Hence, there are a total of four variants of this workload: single inference and batch inference for each one of the three sizes. Submitters need not implement all four, instead each submitter can implement and report the results of any subset.

Submission to the benchmarking suite must set the implementation parameters so as to achieve security level of at least 128 bits (against a semi-honest server). Submitters must document their choice of parameters and explain why they believe that it meets the 128-bit security mandate. (For example, for LWE-based schemes without a sparse key, they can rely on Table 5.2 or Table 5.3 in the HE-security-guidelines document of Bossuat et al. [BCC+24].)

Submissions are also required to meet the quality bar of correct inference result for single inference and at least 90% accuracy for batch inference.

The ml-inference harness contains a script that can be called to run the implementation of submitters, that script accepts command-line arguments to specify which interface of what instance size to run.


$ python3 harness/run_submission.py -h
usage: run_submission.py [-h] [--num_runs NUM_RUNS] [--seed SEED] [--count_only] [--remote]
                         {0,1,2,3}

Run the ml-inference FHE benchmark.

positional arguments:
  {0,1,2,3}            Instance size (0-toy/1-small/2-medium/3-large)

options:
  -h, --help           show this help message and exit
  --num_runs NUM_RUNS  Number of times to run steps 4-9 (default: 1)
  --seed SEED          Random seed for dataset and query generation
  --count_only         Only count # of matches, do not return payloads
  --remote             Run example submission in remote backend mode

Note that in the future, this workload will be updated to support more models and more datasets.

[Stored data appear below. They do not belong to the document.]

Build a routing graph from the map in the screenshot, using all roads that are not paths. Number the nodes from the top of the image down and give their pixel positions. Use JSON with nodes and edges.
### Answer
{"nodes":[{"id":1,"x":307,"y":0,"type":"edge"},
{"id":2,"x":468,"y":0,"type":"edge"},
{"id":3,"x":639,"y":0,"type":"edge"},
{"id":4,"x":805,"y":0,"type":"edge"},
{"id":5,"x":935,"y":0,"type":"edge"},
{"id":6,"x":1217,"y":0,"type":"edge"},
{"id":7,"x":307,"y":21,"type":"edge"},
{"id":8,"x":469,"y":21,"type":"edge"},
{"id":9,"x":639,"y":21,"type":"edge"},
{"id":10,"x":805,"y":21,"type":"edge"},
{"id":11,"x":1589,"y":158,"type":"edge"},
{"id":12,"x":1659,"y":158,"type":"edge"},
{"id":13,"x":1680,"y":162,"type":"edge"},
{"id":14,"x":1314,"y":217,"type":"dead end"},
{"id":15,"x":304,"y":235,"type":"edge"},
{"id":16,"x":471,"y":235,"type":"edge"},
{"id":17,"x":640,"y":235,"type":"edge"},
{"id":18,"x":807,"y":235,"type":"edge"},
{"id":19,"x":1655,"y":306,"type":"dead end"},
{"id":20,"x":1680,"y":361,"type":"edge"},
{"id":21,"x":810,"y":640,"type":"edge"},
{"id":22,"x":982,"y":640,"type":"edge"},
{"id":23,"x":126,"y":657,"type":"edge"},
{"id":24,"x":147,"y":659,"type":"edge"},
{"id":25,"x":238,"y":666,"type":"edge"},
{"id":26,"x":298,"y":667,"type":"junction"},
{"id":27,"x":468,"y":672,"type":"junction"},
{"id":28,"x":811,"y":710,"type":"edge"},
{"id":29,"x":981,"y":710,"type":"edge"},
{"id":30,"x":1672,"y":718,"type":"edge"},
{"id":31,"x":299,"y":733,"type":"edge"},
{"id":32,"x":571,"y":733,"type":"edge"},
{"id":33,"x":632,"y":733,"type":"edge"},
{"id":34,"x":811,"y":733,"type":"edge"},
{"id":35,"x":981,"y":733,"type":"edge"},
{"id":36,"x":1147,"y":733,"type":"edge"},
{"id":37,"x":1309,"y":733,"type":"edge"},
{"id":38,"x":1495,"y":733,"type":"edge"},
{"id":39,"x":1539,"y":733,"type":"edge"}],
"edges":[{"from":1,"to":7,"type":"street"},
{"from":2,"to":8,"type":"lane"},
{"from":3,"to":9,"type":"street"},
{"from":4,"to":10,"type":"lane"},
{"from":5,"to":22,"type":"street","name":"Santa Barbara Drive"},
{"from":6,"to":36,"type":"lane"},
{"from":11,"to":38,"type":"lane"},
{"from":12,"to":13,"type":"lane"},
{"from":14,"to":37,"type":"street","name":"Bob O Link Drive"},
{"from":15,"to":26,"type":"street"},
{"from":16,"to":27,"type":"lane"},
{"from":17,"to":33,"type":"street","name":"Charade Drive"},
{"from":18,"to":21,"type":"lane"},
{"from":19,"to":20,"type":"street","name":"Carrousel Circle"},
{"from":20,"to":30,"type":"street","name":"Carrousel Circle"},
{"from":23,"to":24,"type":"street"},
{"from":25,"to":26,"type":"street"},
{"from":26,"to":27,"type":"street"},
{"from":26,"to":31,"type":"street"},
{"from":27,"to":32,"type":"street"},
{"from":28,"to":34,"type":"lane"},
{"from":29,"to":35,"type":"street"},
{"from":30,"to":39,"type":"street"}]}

You can find more details on the ml-inference Github repository.

Bibliography

[BCC+24] Security guidelines for implementing homomorphic encryption. Jean-Philippe Bossuat, Rosario Cammarota, Ilaria Chillotti, Benjamin R. Curtis, Wei Dai, Huijing Gong, Erin Hales, Duhyeong Kim, Bryan Kumara, Changmin Lee, Xianhui Lu, Carsten Maple, Alberto Pedrouzo-Ulloa, Rachel Player, Yuriy Polyakov, Luis Antonio Ruiz Lopez, Yongsoo Song, and Donggeon Yhee. IACR Communications in Cryptology, 1(4):26, 2024.